Effects of post-welding heat treatment on microstructure and mechanical properties of welding joint of new Ni-Fe based superalloy with Haynes 282 filler metal

Abstract

The gas tungsten arc welding process was employed to weld a new wrought Ni-Fe based superalloy with the Haynes 282 filler metal, which was designed for advanced ultra-supercritical boiler tubes operated beyond 700°C. In this study, the evolution of microstructure and mechanical properties of the welding joint prior to and following the post-welding heat treatment (such as annealing treatment at 1010°C for 2h and 788°C for 8h) were investigated. The microstructure stability and hardness were also studied following 500h, 1000h and 3000h at the service temperature (750°C).
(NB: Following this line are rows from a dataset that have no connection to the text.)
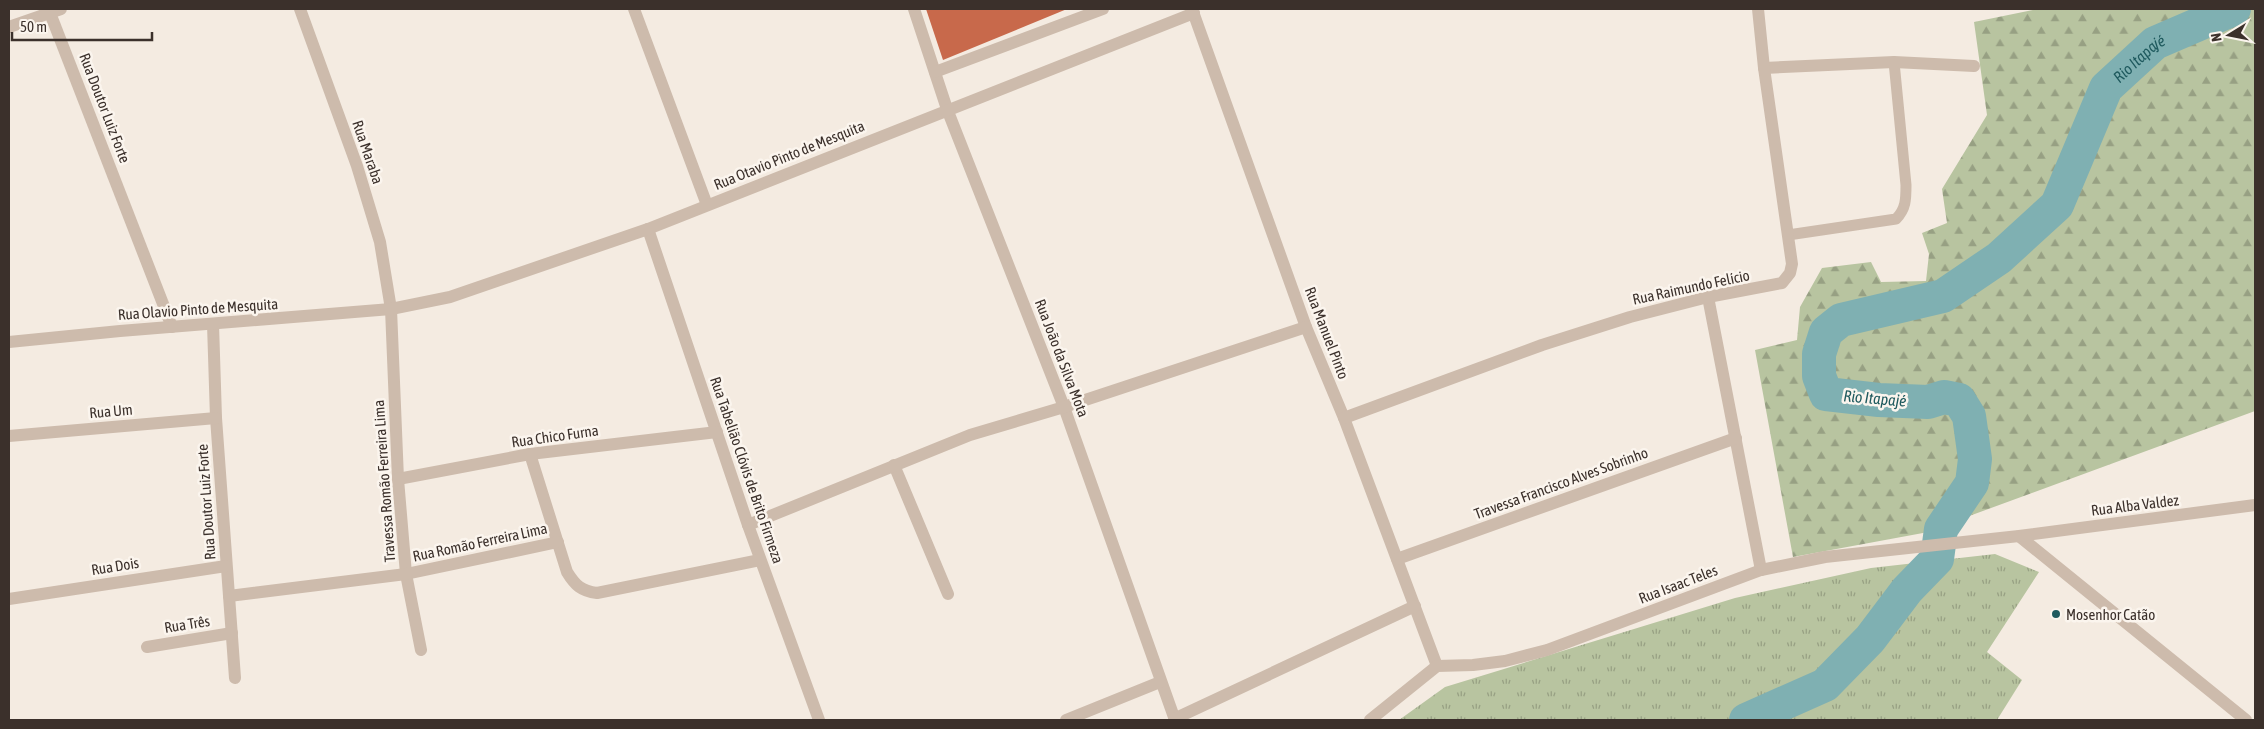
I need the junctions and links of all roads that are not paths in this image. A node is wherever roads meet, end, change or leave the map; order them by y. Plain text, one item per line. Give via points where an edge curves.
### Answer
1 (300, 9) edge
2 (634, 9) edge
3 (914, 9) edge
4 (1103, 9) edge
5 (1758, 9) edge
6 (56, 11) edge
7 (1193, 11) edge
8 (9, 27) edge
9 (1894, 62) junction
10 (1974, 66) dead end
11 (1764, 68) junction
12 (934, 72) junction
13 (948, 109) junction
14 (707, 205) junction
15 (648, 228) junction
16 (1788, 235) junction
17 (1708, 297) junction
18 (390, 309) junction
19 (213, 324) junction
20 (172, 327) junction
21 (1306, 327) junction
22 (9, 342) edge
23 (1064, 406) junction
24 (216, 418) junction
25 (1344, 418) junction
26 (717, 432) junction
27 (9, 436) edge
28 (1736, 438) junction
29 (530, 454) junction
30 (894, 465) junction
31 (398, 479) junction
32 (2255, 506) edge
33 (748, 525) junction
34 (2019, 536) junction
35 (558, 542) junction
36 (1398, 558) junction
37 (760, 560) junction
38 (226, 566) junction
39 (1762, 570) junction
40 (406, 574) junction
41 (948, 594) dead end
42 (230, 596) junction
43 (9, 599) edge
44 (1416, 606) junction
45 (232, 633) junction
46 (147, 647) dead end
47 (421, 650) dead end
48 (1438, 666) junction
49 (235, 678) dead end
50 (1160, 682) junction
51 (819, 720) edge
52 (1066, 720) edge
53 (1174, 720) edge
54 (1370, 720) edge
55 (2246, 720) edge

1 - 18 street, Rua Maraba via 357,166 380,242
2 - 14 street
3 - 12 street, Rua João da Silva Mota
4 - 12 street
5 - 11 street, Rua Raimundo Felício
6 - 8 street
6 - 20 street, Rua Doutor Luiz Forte
7 - 13 street, Rua Otavio Pinto de Mesquita
7 - 21 street, Rua Manuel Pinto
9 - 10 street
9 - 11 street
9 - 16 lane via 1906,185 1903,213 1896,220
11 - 16 street, Rua Raimundo Felício
12 - 13 street, Rua João da Silva Mota
13 - 14 street, Rua Otavio Pinto de Mesquita
13 - 23 street, Rua João da Silva Mota
14 - 15 street, Rua Otavio Pinto de Mesquita
15 - 18 street, Rua Otavio Pinto de Mesquita via 450,297
15 - 26 street, Rua Tabelião Clóvis de Brito Firmeza
16 - 17 street, Rua Raimundo Felício via 1792,264 1782,283
17 - 25 street, Rua Raimundo Felício via 1542,345
17 - 28 street
18 - 19 street, Rua Olavio Pinto de Mesquita
18 - 31 street, Travessa Romão Ferreira Lima
19 - 20 street, Rua Olavio Pinto de Mesquita
19 - 24 street, Rua Doutor Luiz Forte
20 - 22 street, Rua Olavio Pinto de Mesquita
21 - 23 street
21 - 25 street, Rua Manuel Pinto
23 - 30 street via 970,435
23 - 50 street, Rua João da Silva Mota
24 - 27 street, Rua Um
24 - 38 street, Rua Doutor Luiz Forte
25 - 36 street, Rua Manuel Pinto
26 - 29 street, Rua Chico Furna
26 - 33 street, Rua Tabelião Clóvis de Brito Firmeza
28 - 36 street, Travessa Francisco Alves Sobrinho
28 - 39 street
29 - 31 street, Rua Chico Furna
29 - 35 street, Rua Romão Ferreira Lima
30 - 33 street
30 - 41 street
31 - 40 street, Travessa Romão Ferreira Lima
32 - 34 street, Rua Alba Valdez
33 - 37 street, Rua Tabelião Clóvis de Brito Firmeza
34 - 39 street, Rua Isaac Teles via 1825,557
34 - 55 street
35 - 37 street, Rua Romão Ferreira Lima via 567,572 575,584 585,591 597,593
35 - 40 street, Rua Romão Ferreira Lima
36 - 44 street, Rua Manuel Pinto
37 - 51 street, Rua Tabelião Clóvis de Brito Firmeza
38 - 42 street, Rua Doutor Luiz Forte
38 - 43 street, Rua Dois
39 - 48 street, Rua Isaac Teles via 1547,650 1505,661
40 - 42 street, Rua Romão Ferreira Lima
40 - 47 street, Travessa Romão Ferreira Lima
42 - 45 street, Rua Doutor Luiz Forte
44 - 48 street, Rua Manuel Pinto
44 - 53 street
45 - 46 street, Rua Três
45 - 49 street, Rua Doutor Luiz Forte
48 - 54 street
50 - 52 street
50 - 53 street, Rua João da Silva Mota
An epitaxial growth of the grains near the fusion line was observed, whereas the partition coefficients and solidification temperature range during the thermodynamic state of equilibrium were calculated in the weld metal zone. The welding heat affected zone of the as-welded welding joint was the weakest zone. In contrast, following the post-welding heat treatment, the segregation was significantly eliminated in the weld metal zone. Also, the mechanical properties of the welding heat affected zone were restored to the property levels of the base metal, with the weld strength reduction factor of 4%. Therefore, the effects of post-welding heat treatment on the microstructure and properties of welding joint were also investigated. Following 3000h thermal exposure at 750°C, the coarsening rates of the spherical γ′ precipitates of both the as-welded and post-welding heat treatment samples were consistent with the Lifshitz-Slyozov-Wagner (LSW) model. In addition, the microstructure stability of the welding joint was excellent, without any topologically closed packed phase precipitation. The Haynes 282 filler metal could be a potential candidate material for the welding of this new Ni-Fe based superalloy.